• [REQUIRED WORK]: Each line from the beginning of the data below through the line containing "static SkFont font(const" should be repeated exactly, please.

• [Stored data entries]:
------------------------------------------------

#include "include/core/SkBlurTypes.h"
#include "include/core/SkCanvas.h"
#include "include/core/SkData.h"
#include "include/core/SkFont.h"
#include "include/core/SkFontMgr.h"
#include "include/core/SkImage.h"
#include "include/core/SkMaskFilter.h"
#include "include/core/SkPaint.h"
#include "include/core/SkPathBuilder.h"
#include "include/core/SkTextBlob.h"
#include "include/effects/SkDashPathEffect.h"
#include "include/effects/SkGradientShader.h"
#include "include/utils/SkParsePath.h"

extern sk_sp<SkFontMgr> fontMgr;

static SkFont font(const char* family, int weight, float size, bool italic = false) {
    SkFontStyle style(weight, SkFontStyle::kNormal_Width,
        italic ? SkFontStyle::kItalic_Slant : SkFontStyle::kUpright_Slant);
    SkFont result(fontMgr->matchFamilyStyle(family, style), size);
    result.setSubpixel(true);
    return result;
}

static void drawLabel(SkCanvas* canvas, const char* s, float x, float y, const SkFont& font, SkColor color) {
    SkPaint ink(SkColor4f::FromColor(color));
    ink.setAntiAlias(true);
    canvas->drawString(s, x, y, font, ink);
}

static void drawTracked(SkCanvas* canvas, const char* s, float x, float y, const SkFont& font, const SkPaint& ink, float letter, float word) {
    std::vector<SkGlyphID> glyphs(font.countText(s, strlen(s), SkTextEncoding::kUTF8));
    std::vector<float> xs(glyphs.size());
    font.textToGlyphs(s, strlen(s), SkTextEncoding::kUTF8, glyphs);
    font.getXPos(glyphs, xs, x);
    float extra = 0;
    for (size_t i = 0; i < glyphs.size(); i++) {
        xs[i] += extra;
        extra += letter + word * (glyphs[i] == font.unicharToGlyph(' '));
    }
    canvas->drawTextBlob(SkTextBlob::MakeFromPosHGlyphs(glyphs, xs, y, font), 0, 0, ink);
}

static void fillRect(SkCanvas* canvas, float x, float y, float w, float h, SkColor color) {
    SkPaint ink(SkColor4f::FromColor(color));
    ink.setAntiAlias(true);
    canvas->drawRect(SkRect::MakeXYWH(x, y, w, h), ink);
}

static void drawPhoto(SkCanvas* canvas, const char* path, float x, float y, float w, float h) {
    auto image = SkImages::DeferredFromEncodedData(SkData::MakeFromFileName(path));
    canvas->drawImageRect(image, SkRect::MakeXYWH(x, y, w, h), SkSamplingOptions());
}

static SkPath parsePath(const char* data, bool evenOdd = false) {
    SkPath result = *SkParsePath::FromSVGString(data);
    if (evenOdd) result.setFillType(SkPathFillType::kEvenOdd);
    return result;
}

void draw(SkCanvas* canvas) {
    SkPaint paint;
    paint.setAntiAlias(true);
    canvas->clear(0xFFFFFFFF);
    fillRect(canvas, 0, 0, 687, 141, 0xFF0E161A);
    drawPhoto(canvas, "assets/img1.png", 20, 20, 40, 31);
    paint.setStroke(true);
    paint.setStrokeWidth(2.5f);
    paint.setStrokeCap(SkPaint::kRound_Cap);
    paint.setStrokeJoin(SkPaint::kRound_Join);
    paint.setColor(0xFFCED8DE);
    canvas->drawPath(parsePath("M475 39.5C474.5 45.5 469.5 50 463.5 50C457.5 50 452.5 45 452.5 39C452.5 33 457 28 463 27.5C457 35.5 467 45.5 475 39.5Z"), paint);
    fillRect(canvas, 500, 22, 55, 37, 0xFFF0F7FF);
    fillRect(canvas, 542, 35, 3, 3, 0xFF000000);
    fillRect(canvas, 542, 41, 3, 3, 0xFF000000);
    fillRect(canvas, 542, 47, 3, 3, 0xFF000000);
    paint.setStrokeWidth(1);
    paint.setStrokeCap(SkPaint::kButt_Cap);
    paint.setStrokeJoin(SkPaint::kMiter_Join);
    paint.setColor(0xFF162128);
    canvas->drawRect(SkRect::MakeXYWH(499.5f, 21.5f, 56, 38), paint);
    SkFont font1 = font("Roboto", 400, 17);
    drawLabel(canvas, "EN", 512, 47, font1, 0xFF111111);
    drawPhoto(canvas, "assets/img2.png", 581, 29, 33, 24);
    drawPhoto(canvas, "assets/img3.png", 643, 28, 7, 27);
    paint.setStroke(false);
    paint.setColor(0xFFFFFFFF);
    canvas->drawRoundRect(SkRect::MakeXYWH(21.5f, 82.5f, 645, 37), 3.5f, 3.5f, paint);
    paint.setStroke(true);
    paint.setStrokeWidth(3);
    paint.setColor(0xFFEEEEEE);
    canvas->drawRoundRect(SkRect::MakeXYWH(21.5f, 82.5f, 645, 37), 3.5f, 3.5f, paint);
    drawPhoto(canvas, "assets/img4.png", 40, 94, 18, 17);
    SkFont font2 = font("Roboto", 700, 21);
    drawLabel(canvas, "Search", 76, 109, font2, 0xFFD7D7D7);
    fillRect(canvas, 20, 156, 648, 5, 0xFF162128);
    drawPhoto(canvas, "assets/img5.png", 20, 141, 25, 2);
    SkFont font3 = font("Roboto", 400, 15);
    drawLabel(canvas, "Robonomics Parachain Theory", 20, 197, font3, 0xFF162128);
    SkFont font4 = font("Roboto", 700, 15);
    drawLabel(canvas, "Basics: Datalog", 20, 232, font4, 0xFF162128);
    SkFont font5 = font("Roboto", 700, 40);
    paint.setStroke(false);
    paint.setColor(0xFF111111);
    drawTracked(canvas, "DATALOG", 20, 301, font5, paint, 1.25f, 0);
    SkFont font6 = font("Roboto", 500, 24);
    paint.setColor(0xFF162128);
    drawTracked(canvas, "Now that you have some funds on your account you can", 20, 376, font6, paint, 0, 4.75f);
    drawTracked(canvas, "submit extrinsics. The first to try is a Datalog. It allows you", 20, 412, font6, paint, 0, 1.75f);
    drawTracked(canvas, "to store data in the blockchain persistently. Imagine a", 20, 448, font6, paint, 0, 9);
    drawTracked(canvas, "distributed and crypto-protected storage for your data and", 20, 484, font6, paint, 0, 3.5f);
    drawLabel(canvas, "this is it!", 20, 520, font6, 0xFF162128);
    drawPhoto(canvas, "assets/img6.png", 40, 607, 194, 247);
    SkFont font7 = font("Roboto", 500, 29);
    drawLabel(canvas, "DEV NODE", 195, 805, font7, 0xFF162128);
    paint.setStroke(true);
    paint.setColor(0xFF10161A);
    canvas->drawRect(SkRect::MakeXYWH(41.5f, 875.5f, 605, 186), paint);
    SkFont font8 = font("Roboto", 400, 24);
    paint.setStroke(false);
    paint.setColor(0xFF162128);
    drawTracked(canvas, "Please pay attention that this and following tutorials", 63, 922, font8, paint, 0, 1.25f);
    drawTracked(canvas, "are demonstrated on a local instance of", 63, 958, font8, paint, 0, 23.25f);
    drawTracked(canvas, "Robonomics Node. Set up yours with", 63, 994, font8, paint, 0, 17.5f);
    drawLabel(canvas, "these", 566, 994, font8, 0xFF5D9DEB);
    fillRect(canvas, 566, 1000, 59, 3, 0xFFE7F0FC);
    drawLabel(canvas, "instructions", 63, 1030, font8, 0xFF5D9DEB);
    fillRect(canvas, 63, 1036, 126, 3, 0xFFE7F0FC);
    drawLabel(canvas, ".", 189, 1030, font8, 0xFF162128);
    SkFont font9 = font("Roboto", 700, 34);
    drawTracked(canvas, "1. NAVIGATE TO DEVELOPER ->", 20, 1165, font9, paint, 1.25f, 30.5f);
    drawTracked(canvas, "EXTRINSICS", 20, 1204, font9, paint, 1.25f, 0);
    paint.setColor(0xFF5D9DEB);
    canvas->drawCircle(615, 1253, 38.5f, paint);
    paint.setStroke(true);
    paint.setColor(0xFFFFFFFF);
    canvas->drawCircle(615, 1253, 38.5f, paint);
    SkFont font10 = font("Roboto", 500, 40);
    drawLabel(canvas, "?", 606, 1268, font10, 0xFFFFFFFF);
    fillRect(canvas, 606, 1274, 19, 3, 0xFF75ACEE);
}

------------------------------------------------

• [SOLUTION FOR THIS PROBLEM]:
#include "include/core/SkBlurTypes.h"
#include "include/core/SkCanvas.h"
#include "include/core/SkData.h"
#include "include/core/SkFont.h"
#include "include/core/SkFontMgr.h"
#include "include/core/SkImage.h"
#include "include/core/SkMaskFilter.h"
#include "include/core/SkPaint.h"
#include "include/core/SkPathBuilder.h"
#include "include/core/SkTextBlob.h"
#include "include/effects/SkDashPathEffect.h"
#include "include/effects/SkGradientShader.h"
#include "include/utils/SkParsePath.h"

extern sk_sp<SkFontMgr> fontMgr;

static SkFont font(const char* family, int weight, float size, bool italic = false) {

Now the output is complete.